Peter gegen Peter

Steiermark | aus FALTER 14/11 vom 06.04.2011

Wie die Neue Galerie den neuen Zeiten weichen musste und das Joanneum in einen Medien-Super-GAU schlitterte

Bericht: Herwig G. Höller, Thomas Wolkinger

Ungewöhnlich kurzfristig lud das Joanneum, das zweitgrößte Museum Österreichs, am 11. April 2008 zu einer entscheidenden Pressekonferenz ins Grazer Palais Thinnfeld. Ungewöhnlich war auch die Stimmung im Raum. Joanneum-Intendant Peter Pakesch, Geschäftsführer Wolfgang Muchitsch, Neue Galerie-Chefin Christa Steinle und ihr Chefkurator Peter Weibel hatten sich eingefunden und machten einen glücklichen Eindruck.
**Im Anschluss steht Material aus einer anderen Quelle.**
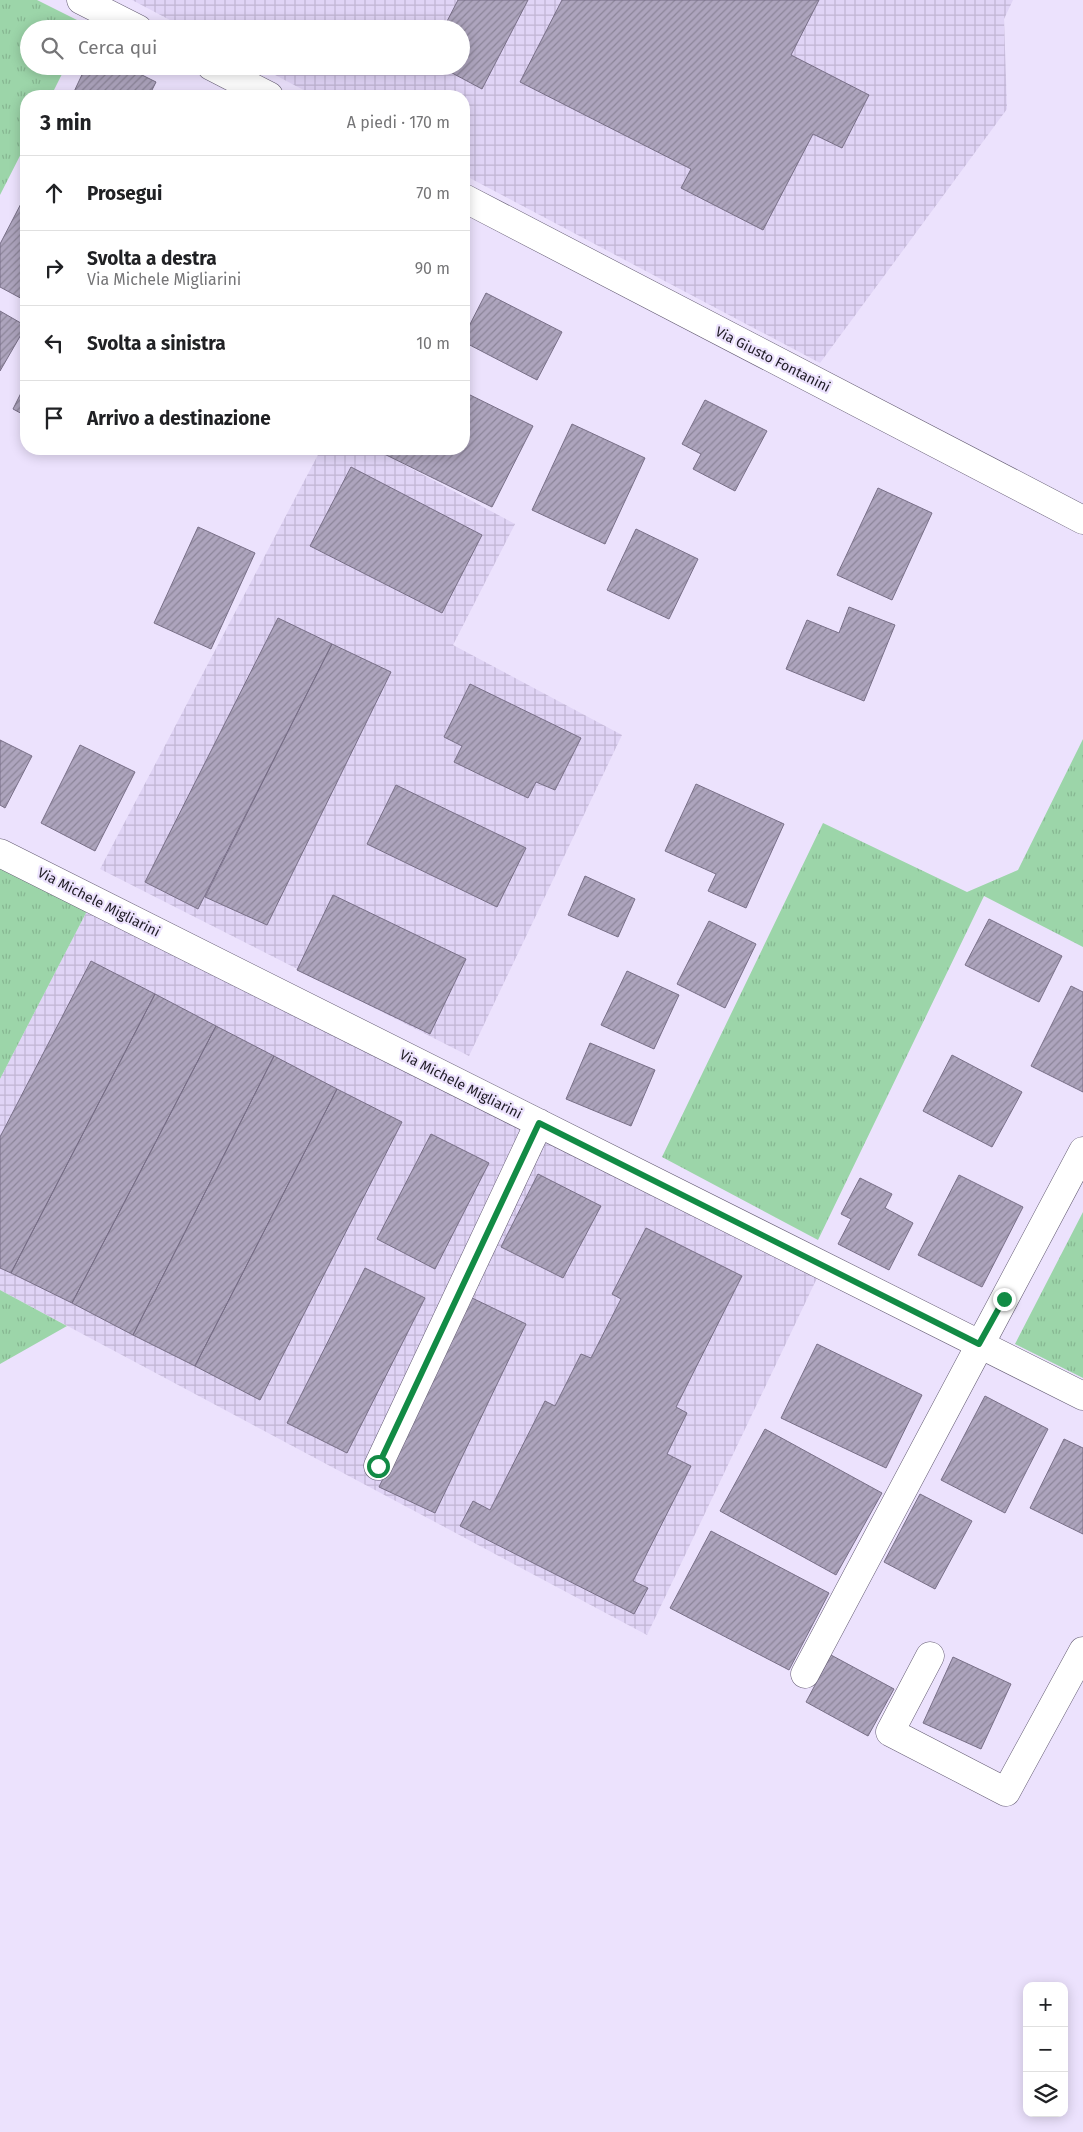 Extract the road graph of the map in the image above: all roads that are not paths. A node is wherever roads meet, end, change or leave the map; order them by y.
1 (81, 0) edge
2 (120, 20) edge
3 (228, 75) edge
4 (257, 90) edge
5 (470, 201) edge
6 (1083, 520) edge
7 (0, 853) edge
8 (539, 1123) junction
9 (1083, 1151) edge
10 (979, 1344) junction
11 (1083, 1396) edge
12 (378, 1466) dead end
13 (1083, 1651) edge
14 (930, 1656) dead end
15 (805, 1674) dead end

1 - 2 street
3 - 4 street
5 - 6 street, Via Giusto Fontanini
7 - 8 street, Via Michele Migliarini
8 - 10 street, Via Michele Migliarini
8 - 12 street
9 - 10 street
10 - 11 street, Via Michele Migliarini
10 - 15 street
13 - 14 street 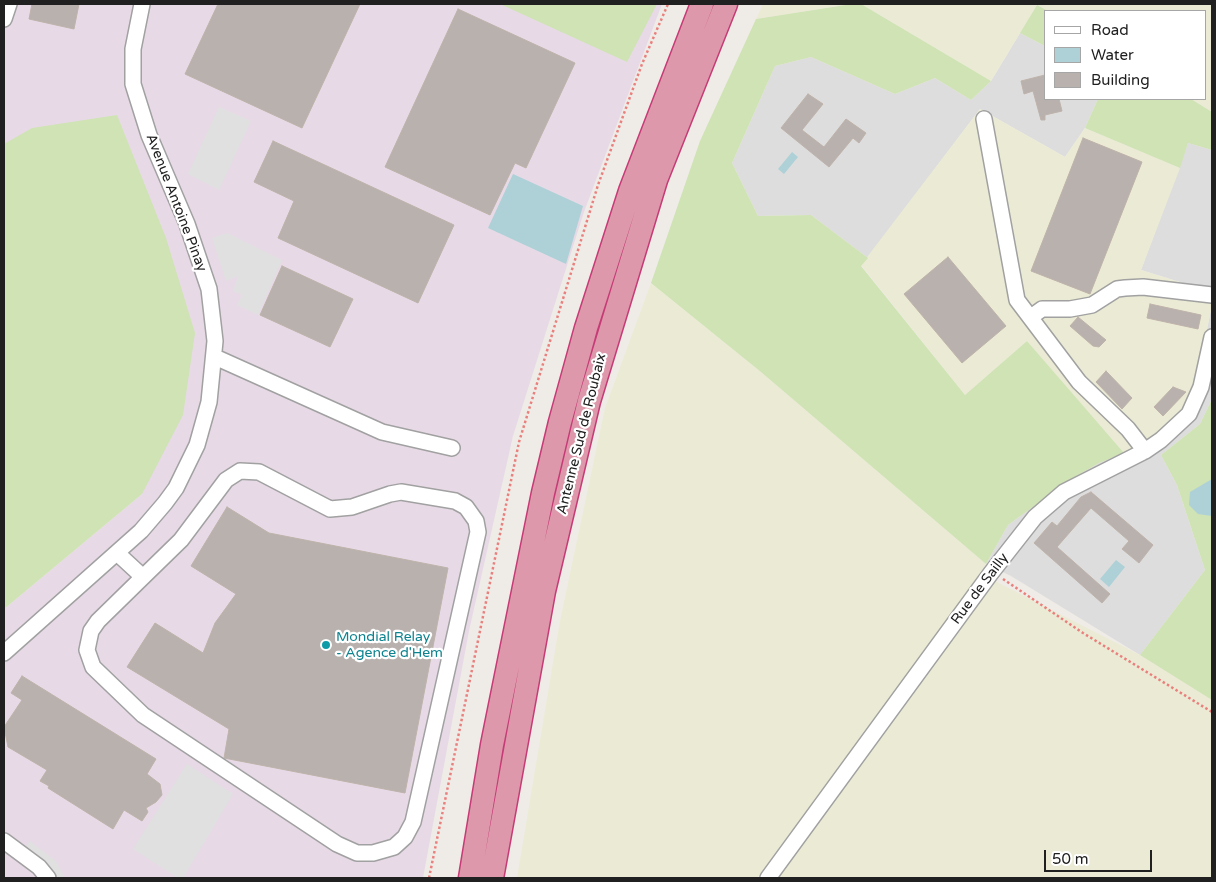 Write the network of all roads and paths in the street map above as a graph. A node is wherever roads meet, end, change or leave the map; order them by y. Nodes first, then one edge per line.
1 (9, 4) edge
2 (142, 4) edge
3 (668, 4) edge
4 (702, 4) edge
5 (726, 4) edge
6 (4, 20) edge
7 (984, 119) dead end
8 (1212, 296) edge
9 (1031, 317) junction
10 (1212, 338) edge
11 (214, 356) junction
12 (452, 448) dead end
13 (1145, 452) junction
14 (117, 553) junction
15 (992, 572) junction
16 (142, 577) junction
17 (4, 653) edge
18 (1212, 712) edge
19 (4, 840) edge
20 (48, 878) edge
21 (429, 878) edge
22 (470, 878) edge
23 (492, 878) edge
24 (768, 878) edge

1 - 6 street
2 - 11 street, Avenue Antoine Pinay
3 - 21 path
4 - 22 highway, Antenne Sud de Roubaix
5 - 23 highway, Antenne Sud de Roubaix
7 - 9 street
8 - 9 street
9 - 13 street
10 - 13 street, Rue de Sailly
11 - 12 street
11 - 14 street, Avenue Antoine Pinay
13 - 15 street, Rue de Sailly
14 - 16 street
14 - 17 street, Avenue Antoine Pinay
15 - 18 path
15 - 24 street, Rue de Sailly
16 - 16 street
19 - 20 street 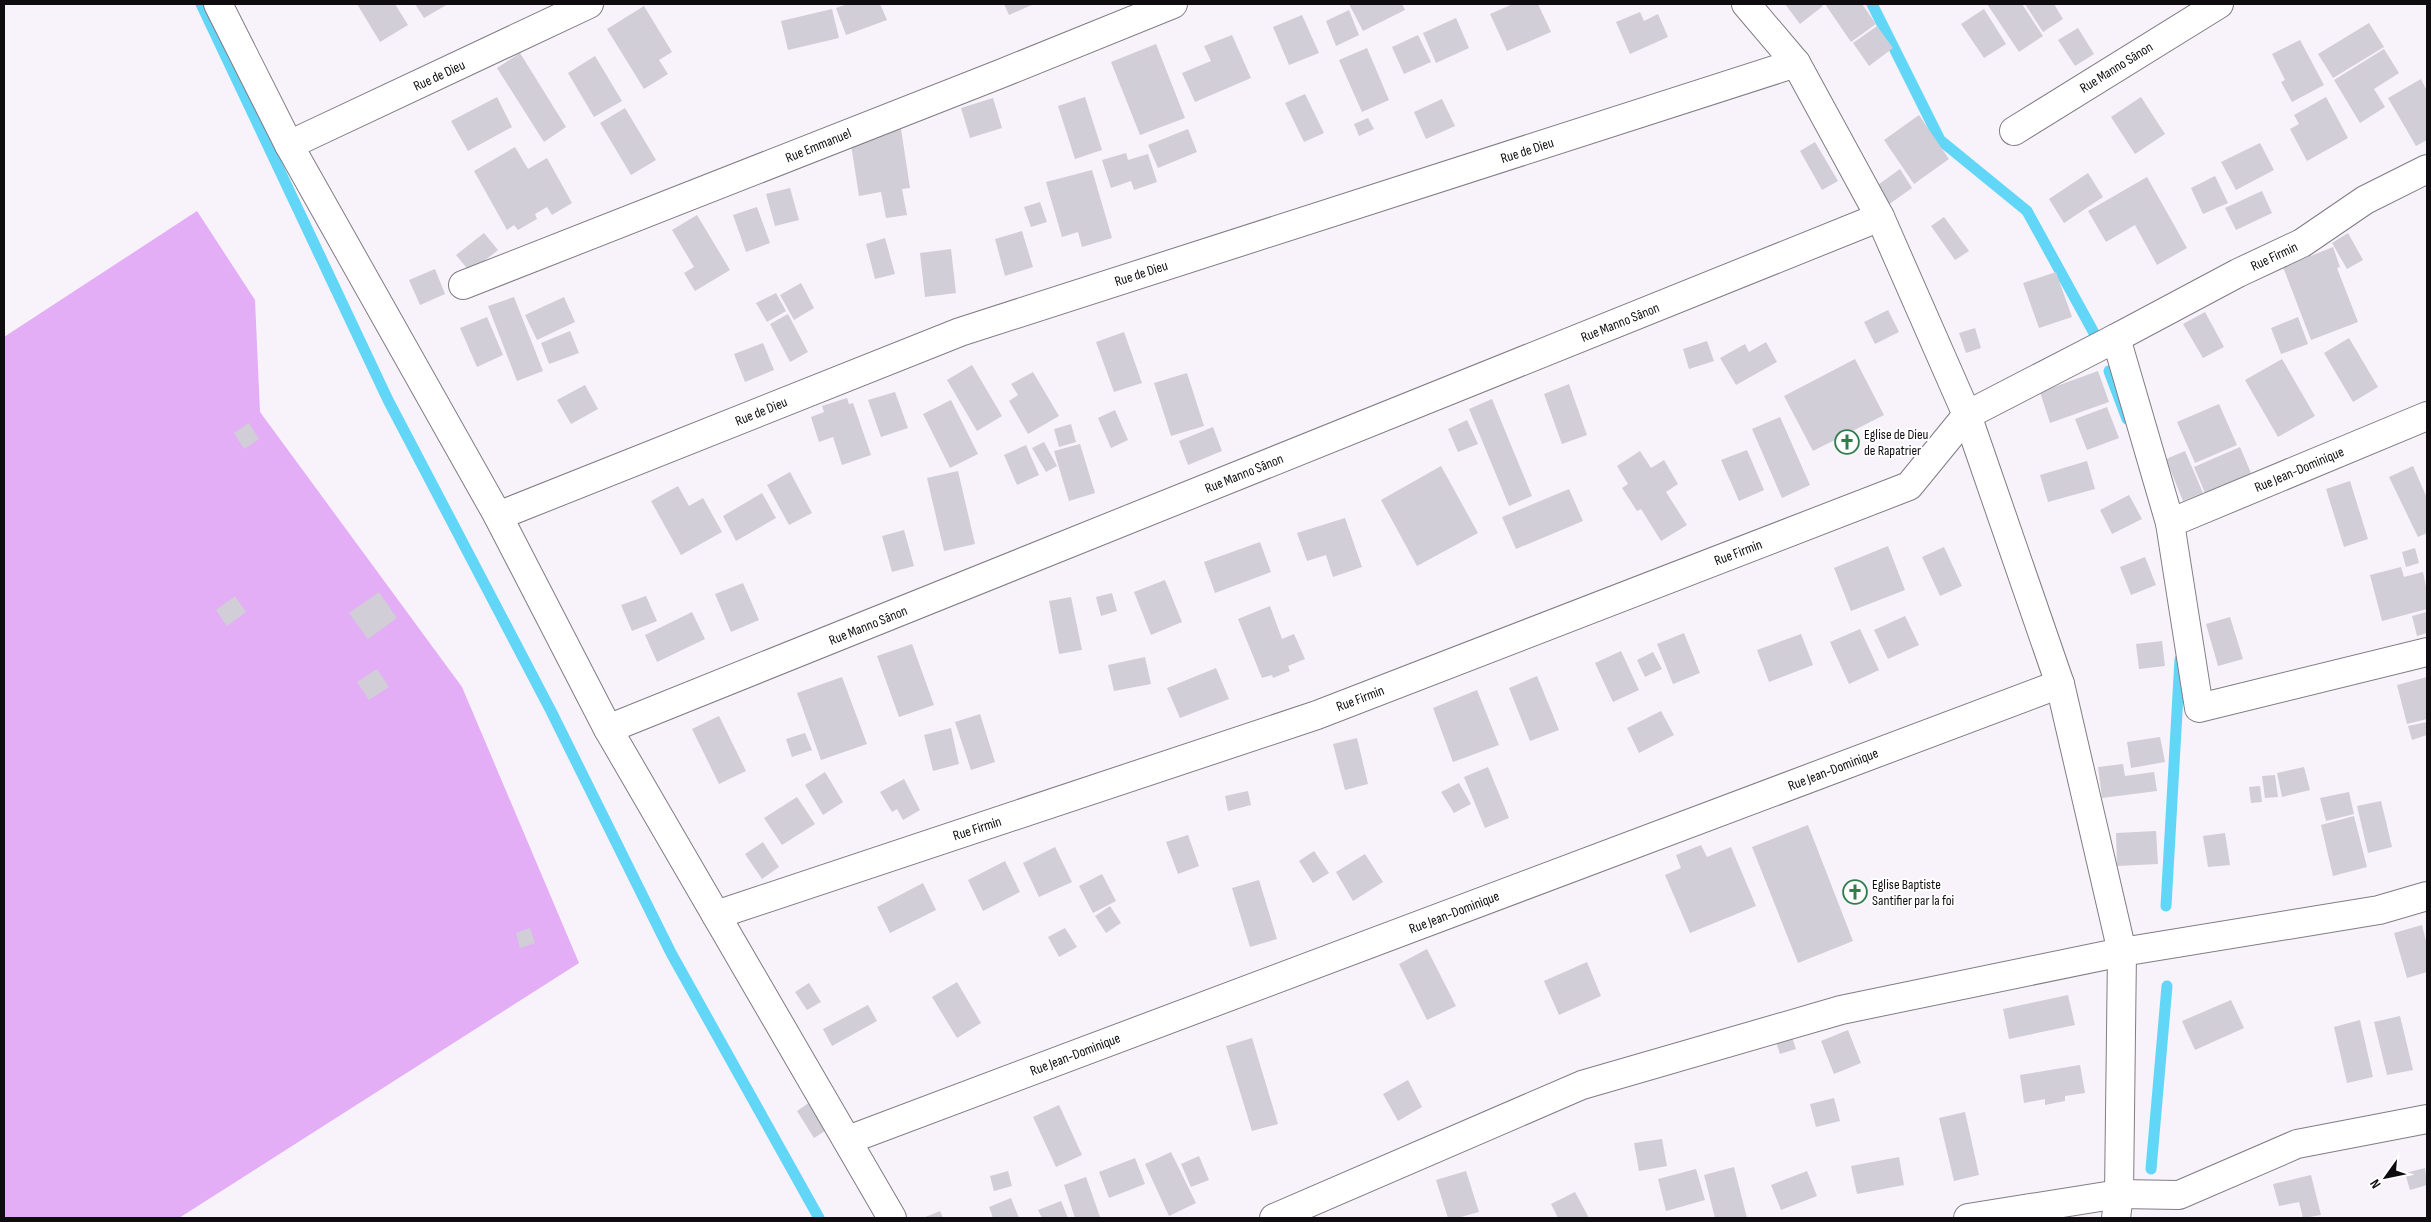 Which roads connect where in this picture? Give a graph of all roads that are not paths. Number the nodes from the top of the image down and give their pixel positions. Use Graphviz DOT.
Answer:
graph roads {
  1 [pos="218,4"];
  2 [pos="589,4"];
  3 [pos="1173,4"];
  4 [pos="1746,4"];
  5 [pos="2219,4"];
  6 [pos="1796,63"];
  7 [pos="2014,131"];
  8 [pos="289,145"];
  9 [pos="2427,168"];
  10 [pos="1880,217"];
  11 [pos="463,285"];
  12 [pos="2116,338"];
  13 [pos="1967,415"];
  14 [pos="2427,416"];
  15 [pos="498,516"];
  16 [pos="2170,523"];
  17 [pos="2427,652"];
  18 [pos="2060,684"];
  19 [pos="608,729"];
  20 [pos="2427,896"];
  21 [pos="716,915"];
  22 [pos="2122,952"];
  23 [pos="2427,1119"];
  24 [pos="848,1140"];
  25 [pos="2118,1206"];
  26 [pos="892,1218"];
  27 [pos="1274,1218"];
  28 [pos="1968,1218"];
  1 -- 8 [label="street"];
  2 -- 8 [label="street, Rue de Dieu"];
  3 -- 11 [label="street, Rue Emmanuel"];
  4 -- 6 [label="street"];
  5 -- 7 [label="street, Rue Manno Sânon"];
  6 -- 10 [label="street"];
  6 -- 15 [label="street, Rue de Dieu"];
  8 -- 15 [label="street"];
  9 -- 12 [label="street, Rue Firmin"];
  10 -- 13 [label="street"];
  10 -- 19 [label="street, Rue Manno Sânon"];
  12 -- 13 [label="street, Rue Firmin"];
  12 -- 16 [label="street"];
  13 -- 18 [label="street"];
  13 -- 21 [label="street, Rue Firmin"];
  14 -- 16 [label="street, Rue Jean-Dominique"];
  15 -- 19 [label="street"];
  16 -- 17 [label="street"];
  18 -- 22 [label="street"];
  18 -- 24 [label="street, Rue Jean-Dominique"];
  19 -- 21 [label="street"];
  20 -- 22 [label="street"];
  21 -- 24 [label="street"];
  22 -- 25 [label="street"];
  22 -- 27 [label="street"];
  23 -- 25 [label="street"];
  24 -- 26 [label="street"];
  25 -- 28 [label="street"];
}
Das ist nicht die Regel, wenn sich Pakesch und Weibel im selben Raum aufhalten. In der Vergangenheit hatten sich die selbstbewussten Kulturmacher wiederholt harte Verbalgefechte geliefert. Vor allem seit die renommierte Neue Galerie im Jahr 2003 ihre Unabhängigkeit verlor und in das heutige Universalmuseum Joanneum eingegliedert wurde.

Doch an diesem Tag im April 2008 ist alles anders: Peter und Peter ziehen an einem Strang.